Getting Started with EchoMLPlay
To kick off your journey with EchoMLPlay, you’ll first need to ensure that you have all the required variables set up correctly. This is akin to packing your essentials before embarking on a trip!
Supported Storage Providers
- Azure Blob Storage
Setting Up Environment Variables
Just like ensuring your travel documents are in order, the following environment variables are crucial. They can be included in either your environment or one of the configuration JSON files.
Required Environment Variables
- HOSTNAME – The hostname for the HTTP server to listen on.
- PORT – The port for the server, which should be set to 4000 in development mode.
- AUTH_KEY – A random string for hashing user sessions.
- MONGO_HOST – Host of your MongoDB database.
- MONGO_USERNAME – Username for MongoDB.
- MONGO_PASSWORD – Password for MongoDB.
- STORAGE_ACCOUNT – Name of your Azure storage account.
- STORAGE_ACCESS_KEY – Access key for your Azure storage.
Optional Configurations
- cors – If set to true, enables cross-origin resource sharing.
- log – Settings for the logger.
Running EchoMLPlay
To get started with EchoMLPlay, you have several options depending on your environment. It’s like choosing the best mode of transportation for your journey.
Development Environment
To begin both back and front ends simultaneously:
bash yarn run dev
To run them individually:
bash yarn run server
bash yarn run start
Once you’re running, connect your browser to http://localhost:3000.
Production Build
To build the production version, simply execute:
bash yarn run build
Then start the server:
bash yarn run prod
Visit http://localhost once the server is running.
Running with Docker
Docker offers a portable way to run your application. To build and run your Docker image:
bash docker build -t echoml .
bash docker run -p 80:80 -it --rm -e PORT=80 -e MONGO_HOST=your mongo host -e MONGO_USERNAME=your mongo username -e MONGO_PASSWORD=your mongo password -e STORAGE_ACCOUNT=your azure storage name -e STORAGE_ACCESS_KEY=your azure storage access key ritazhechoml:latest
Troubleshooting
If you encounter issues while setting up EchoMLPlay, consider these troubleshooting tips:
- Double-check your environment variable configurations. They need to be correct for the application to function.
- Ensure your MongoDB service is running and accessible.

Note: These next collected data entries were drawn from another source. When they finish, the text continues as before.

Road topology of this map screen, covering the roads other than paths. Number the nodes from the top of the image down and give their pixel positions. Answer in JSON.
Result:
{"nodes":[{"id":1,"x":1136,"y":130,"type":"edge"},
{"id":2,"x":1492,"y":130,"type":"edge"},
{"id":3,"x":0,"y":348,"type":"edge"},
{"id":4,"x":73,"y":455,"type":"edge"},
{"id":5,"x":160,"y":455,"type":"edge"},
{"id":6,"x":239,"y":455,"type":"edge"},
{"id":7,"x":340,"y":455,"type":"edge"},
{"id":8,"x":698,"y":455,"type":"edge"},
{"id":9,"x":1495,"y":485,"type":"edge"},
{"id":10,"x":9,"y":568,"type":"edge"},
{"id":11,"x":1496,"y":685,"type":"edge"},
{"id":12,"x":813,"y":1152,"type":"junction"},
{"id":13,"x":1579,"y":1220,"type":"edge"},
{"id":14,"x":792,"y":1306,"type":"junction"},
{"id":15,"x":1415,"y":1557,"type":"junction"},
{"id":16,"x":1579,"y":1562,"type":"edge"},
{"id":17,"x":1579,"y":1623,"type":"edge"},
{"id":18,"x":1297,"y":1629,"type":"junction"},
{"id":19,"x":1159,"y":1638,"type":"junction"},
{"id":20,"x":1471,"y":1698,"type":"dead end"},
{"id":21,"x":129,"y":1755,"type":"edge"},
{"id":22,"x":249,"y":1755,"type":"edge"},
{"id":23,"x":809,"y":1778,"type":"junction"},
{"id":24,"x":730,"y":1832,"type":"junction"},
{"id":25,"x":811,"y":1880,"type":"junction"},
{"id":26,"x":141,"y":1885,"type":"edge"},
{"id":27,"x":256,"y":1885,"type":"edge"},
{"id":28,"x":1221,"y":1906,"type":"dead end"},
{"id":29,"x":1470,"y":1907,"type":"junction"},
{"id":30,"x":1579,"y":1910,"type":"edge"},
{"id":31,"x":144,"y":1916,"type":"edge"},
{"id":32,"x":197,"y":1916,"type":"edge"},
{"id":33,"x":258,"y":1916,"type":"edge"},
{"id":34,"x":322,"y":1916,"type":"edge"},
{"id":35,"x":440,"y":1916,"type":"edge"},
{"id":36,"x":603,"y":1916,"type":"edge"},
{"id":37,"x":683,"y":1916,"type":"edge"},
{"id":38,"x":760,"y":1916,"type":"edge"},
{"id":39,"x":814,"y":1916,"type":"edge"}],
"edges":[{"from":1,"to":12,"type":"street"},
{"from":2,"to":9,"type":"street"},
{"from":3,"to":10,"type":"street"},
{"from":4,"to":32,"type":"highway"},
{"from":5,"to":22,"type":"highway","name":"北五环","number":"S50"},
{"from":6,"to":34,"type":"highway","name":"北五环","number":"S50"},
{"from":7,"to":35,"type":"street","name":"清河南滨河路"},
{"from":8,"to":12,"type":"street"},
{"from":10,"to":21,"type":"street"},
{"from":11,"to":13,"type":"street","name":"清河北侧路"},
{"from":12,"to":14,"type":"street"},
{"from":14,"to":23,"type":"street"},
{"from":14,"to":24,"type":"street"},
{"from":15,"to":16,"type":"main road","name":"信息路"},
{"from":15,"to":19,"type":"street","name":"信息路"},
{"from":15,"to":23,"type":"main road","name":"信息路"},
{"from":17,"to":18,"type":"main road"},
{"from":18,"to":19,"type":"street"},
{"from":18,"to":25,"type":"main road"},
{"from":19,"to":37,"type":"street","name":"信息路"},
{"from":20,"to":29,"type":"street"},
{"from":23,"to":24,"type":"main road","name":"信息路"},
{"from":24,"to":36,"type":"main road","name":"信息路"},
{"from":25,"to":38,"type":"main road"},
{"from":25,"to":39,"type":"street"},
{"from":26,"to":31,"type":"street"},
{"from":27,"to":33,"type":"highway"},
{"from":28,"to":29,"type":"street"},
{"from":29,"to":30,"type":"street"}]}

- If you’re using Docker, verify the image build process for any errors.
For more insights, updates, or to collaborate on AI development projects, stay connected with fxis.ai.
Conclusion
At fxis.ai, we believe that such advancements are crucial for the future of AI, as they enable more comprehensive and effective solutions. Our team is continually exploring new methodologies to push the envelope in artificial intelligence, ensuring that our clients benefit from the latest technological innovations.
With EchoMLPlay, you have a powerful tool at your fingertips to visualize and annotate audio files like never before. Happy exploring!